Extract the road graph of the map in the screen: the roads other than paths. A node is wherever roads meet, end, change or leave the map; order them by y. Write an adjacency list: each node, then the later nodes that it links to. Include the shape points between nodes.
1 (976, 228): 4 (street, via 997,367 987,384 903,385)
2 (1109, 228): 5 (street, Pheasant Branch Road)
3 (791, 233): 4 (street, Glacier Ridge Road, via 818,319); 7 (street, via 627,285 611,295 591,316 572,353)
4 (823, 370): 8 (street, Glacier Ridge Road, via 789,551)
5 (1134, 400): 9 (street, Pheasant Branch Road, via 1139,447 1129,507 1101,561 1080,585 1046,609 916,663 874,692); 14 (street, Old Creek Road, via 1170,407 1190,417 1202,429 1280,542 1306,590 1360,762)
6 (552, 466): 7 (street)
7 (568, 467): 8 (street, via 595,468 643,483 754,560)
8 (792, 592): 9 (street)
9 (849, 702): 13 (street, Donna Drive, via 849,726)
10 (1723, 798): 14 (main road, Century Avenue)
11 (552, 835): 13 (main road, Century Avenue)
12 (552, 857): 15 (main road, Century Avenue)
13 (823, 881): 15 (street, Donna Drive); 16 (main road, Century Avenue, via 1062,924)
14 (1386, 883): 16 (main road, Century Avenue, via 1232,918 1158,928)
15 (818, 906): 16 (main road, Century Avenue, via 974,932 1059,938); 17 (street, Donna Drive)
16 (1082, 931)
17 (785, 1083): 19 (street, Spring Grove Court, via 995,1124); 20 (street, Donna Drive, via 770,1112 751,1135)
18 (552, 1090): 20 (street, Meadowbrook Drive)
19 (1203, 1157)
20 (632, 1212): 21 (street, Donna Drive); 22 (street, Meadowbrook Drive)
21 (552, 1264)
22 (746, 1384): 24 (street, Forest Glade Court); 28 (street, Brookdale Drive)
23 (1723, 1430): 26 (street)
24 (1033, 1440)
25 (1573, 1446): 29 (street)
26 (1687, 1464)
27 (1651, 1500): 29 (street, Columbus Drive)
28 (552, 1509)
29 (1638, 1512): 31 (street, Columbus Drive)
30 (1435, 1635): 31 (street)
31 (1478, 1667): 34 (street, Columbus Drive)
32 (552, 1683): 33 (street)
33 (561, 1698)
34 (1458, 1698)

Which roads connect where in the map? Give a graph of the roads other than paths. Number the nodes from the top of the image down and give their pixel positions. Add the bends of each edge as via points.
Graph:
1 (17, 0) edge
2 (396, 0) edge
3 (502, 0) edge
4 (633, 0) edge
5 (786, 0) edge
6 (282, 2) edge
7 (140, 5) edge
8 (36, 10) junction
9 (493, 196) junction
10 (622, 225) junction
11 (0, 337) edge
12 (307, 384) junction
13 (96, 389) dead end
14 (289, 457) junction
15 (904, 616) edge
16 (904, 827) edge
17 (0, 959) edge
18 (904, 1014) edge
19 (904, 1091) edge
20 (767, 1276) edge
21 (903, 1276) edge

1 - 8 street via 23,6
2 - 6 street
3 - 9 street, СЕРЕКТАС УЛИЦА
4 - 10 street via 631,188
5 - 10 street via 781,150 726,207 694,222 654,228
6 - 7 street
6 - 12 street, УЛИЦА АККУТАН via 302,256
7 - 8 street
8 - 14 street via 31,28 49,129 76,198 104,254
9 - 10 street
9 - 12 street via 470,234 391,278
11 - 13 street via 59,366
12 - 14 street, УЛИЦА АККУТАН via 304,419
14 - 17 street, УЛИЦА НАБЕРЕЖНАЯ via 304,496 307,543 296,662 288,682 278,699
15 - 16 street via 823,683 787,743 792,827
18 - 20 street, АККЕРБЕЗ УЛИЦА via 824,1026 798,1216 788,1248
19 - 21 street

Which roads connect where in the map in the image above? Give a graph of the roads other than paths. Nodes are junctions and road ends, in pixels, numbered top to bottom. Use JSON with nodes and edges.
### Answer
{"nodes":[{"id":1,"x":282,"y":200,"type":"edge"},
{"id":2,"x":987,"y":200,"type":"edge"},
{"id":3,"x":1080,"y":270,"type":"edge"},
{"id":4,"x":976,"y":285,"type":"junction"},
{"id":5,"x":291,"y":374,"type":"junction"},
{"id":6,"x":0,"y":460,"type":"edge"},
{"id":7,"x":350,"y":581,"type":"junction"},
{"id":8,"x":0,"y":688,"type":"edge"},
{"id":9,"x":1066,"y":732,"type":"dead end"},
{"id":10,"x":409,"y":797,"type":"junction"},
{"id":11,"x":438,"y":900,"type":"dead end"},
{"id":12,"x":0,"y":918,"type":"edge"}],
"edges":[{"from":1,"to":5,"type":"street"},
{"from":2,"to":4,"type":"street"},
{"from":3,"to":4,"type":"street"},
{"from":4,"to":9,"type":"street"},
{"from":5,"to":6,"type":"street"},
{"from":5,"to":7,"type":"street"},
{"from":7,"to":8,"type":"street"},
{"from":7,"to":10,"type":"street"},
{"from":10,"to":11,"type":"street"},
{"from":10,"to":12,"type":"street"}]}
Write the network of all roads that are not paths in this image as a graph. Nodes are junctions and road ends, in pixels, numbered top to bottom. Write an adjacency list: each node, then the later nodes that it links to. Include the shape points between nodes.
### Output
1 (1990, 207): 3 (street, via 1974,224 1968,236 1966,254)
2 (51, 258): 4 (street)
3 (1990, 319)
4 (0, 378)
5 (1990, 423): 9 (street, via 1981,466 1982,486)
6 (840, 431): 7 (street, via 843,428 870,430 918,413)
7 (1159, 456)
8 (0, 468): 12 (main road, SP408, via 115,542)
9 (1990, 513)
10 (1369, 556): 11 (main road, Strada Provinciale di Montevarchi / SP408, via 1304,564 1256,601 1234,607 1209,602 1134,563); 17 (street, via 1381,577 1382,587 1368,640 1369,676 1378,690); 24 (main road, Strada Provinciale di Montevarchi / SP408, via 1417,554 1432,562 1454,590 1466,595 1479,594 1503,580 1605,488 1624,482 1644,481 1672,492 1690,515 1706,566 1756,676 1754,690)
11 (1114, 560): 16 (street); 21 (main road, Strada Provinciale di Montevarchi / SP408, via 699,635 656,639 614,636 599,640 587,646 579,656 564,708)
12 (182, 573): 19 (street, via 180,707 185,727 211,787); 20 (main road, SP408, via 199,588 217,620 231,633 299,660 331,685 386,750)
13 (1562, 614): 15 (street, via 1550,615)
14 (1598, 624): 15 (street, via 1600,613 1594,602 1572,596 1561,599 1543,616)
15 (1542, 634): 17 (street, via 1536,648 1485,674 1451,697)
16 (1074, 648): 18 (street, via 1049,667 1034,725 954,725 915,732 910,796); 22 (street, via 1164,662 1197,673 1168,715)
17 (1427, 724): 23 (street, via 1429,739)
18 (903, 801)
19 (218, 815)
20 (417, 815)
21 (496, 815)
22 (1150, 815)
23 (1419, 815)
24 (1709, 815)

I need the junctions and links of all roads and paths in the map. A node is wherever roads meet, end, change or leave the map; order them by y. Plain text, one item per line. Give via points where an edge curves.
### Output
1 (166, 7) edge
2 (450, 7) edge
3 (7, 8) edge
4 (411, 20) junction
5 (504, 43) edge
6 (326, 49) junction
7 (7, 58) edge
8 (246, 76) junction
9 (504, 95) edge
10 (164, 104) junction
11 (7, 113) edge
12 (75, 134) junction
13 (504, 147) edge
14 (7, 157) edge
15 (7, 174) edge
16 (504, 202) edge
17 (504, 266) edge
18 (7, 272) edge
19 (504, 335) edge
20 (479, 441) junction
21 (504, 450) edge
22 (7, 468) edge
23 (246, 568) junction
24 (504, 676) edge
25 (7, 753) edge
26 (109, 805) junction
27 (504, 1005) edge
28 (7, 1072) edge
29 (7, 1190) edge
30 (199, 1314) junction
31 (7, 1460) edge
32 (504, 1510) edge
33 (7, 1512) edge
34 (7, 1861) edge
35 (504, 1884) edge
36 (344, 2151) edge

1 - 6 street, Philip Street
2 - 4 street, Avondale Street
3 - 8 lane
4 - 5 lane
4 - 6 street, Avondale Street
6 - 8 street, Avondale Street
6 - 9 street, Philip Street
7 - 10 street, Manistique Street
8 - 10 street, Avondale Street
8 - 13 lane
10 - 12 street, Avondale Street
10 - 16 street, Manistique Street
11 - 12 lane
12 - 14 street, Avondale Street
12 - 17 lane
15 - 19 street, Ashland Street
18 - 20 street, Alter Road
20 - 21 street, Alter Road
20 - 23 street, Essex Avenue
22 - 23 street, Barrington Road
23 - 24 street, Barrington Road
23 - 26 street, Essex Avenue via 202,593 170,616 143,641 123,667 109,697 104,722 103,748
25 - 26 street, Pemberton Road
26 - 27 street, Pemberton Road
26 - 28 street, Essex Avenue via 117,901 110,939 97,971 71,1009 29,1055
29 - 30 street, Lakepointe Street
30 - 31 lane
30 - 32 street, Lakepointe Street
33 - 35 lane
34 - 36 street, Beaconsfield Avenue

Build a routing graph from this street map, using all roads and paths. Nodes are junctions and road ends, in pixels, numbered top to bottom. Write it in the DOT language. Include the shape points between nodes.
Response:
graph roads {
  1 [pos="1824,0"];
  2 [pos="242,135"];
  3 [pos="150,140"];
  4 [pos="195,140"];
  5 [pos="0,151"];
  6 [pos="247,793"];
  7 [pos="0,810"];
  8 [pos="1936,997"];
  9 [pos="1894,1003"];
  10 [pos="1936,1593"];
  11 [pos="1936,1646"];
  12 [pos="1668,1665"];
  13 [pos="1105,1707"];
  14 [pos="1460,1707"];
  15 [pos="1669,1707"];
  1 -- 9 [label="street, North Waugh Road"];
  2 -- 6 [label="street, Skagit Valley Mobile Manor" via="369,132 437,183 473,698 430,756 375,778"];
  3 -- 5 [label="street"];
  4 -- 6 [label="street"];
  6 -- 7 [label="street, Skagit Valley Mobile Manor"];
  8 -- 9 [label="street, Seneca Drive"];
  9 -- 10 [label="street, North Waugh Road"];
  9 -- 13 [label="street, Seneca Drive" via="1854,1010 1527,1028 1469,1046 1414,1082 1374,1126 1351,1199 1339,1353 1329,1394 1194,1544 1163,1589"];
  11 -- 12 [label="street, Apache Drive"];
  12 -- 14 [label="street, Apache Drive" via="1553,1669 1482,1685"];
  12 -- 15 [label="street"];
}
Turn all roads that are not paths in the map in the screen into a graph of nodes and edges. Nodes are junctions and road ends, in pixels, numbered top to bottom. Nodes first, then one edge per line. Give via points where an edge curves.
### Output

### Work to be completed
Which lines of the records contain "connect"? Show each of them.

### Answer area
Which roads connect where in the map? Give a graph of the roads other than paths. Number the nodes from the top of the image down and give their pixel positions. Add the bends of each edge as via points.
Which roads connect where in the map in the image above? Give a graph of the roads other than paths. Nodes are junctions and road ends, in pixels, numbered top to bottom. Use JSON with nodes and edges.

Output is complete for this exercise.